Rezerwacja

2.7K 186 3
                                    

Steve walił w drzwi od sypialni.

- Bucky rusz się, spóźnimy się! - krzyknął sfrustrowany. Tismano nie było miejscem, w które łatwo się dostać. Jeśli przegapią swoją rezerwację, będą musieli czekać kolejne cztery miesiące na następną.

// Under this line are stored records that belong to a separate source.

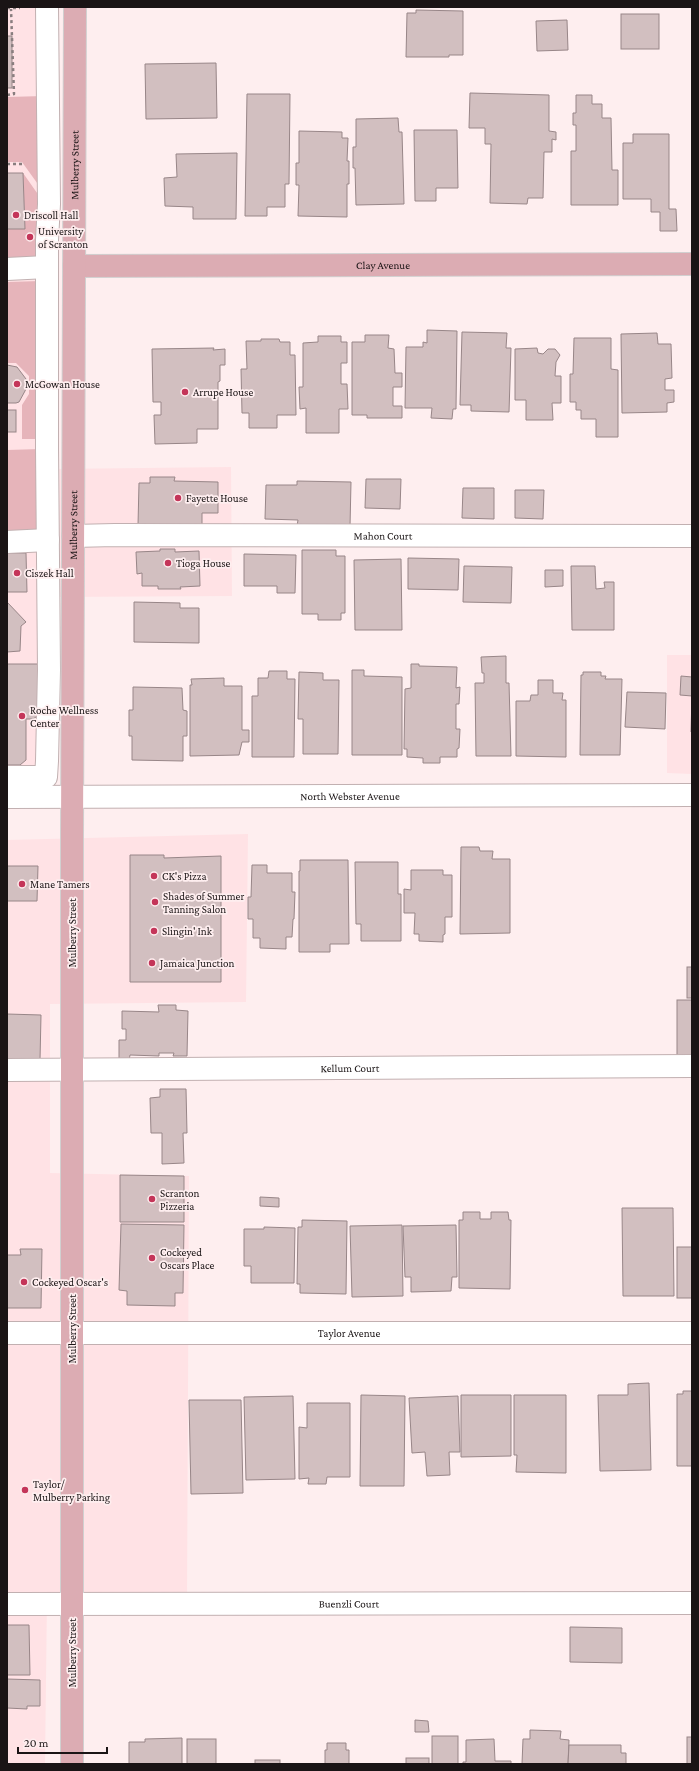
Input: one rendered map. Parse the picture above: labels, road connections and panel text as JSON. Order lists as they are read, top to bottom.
{
  "streets": {
    "main road": ["Mulberry Street", "Clay Avenue"],
    "street": [
      "Mahon Court",
      "North Webster Avenue",
      "Kellum Court",
      "Taylor Avenue",
      "Buenzli Court"
    ]
  },
  "crossings": [
    ["Mulberry Street", "Clay Avenue"],
    ["Mulberry Street", "Mahon Court"],
    ["Mulberry Street", "North Webster Avenue"],
    ["Mulberry Street", "Kellum Court"],
    ["Mulberry Street", "Taylor Avenue"],
    ["Mulberry Street", "Buenzli Court"]
  ],
  "places": [
    "Driscoll Hall",
    "University of Scranton",
    "McGowan House",
    "Arrupe House",
    "Fayette House",
    "Tioga House",
    "Ciszek Hall",
    "Roche Wellness Center",
    "CK's Pizza",
    "Mane Tamers",
    "Shades of Summer Tanning Salon",
    "Slingin' Ink",
    "Jamaica Junction",
    "Scranton Pizzeria",
    "Cockeyed Oscars Place",
    "Cockeyed Oscar's",
    "Taylor/ Mulberry Parking"
  ],
  "scale_bar": "20 m"
}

- Wyjdę za sekundę! - odpowiedział.

Steve westchnął i opadł na kanapę, wygładzając swoją marynarkę.

- Bucky, sekunda minęła!

- Zaraz będę.

Steve wiedział, że to kłamstwo. Bucky miał obsesję na punkcie wyglądu. Jeśli choć jeden włos nie był na swoim miejscu, spędziłby pięć minut przygładzając go.

Minutę później drzwi otworzyły się i Steve zapomniał o całym wcześniejszym zawodzeniu.

Bucky wyglądał oszałamiająco. Jego włosy były roztrzepane jakby przed chwilą wstał z łóżka ale w dobry sposób. Miał doskonałą ilość szczeciny na szczęce, którą możnaby ciąć diamenty. Jego mięśnie wbrzuszały się spod obcisłego garnituru. Steve nie mógł przestać patrzeć. Był onieśmielony.

- Ja... ten no...

Bucky zaśmiał się i złapał Steve'a w pasie i przysunął do pocałunku.

- Steve? - zapytał uśmiechając się głupkowato. - Nasza rezerwacja.

- Tak, racja - powiedział Steve, nadal lekko zaskoczony. - Rezerwacja.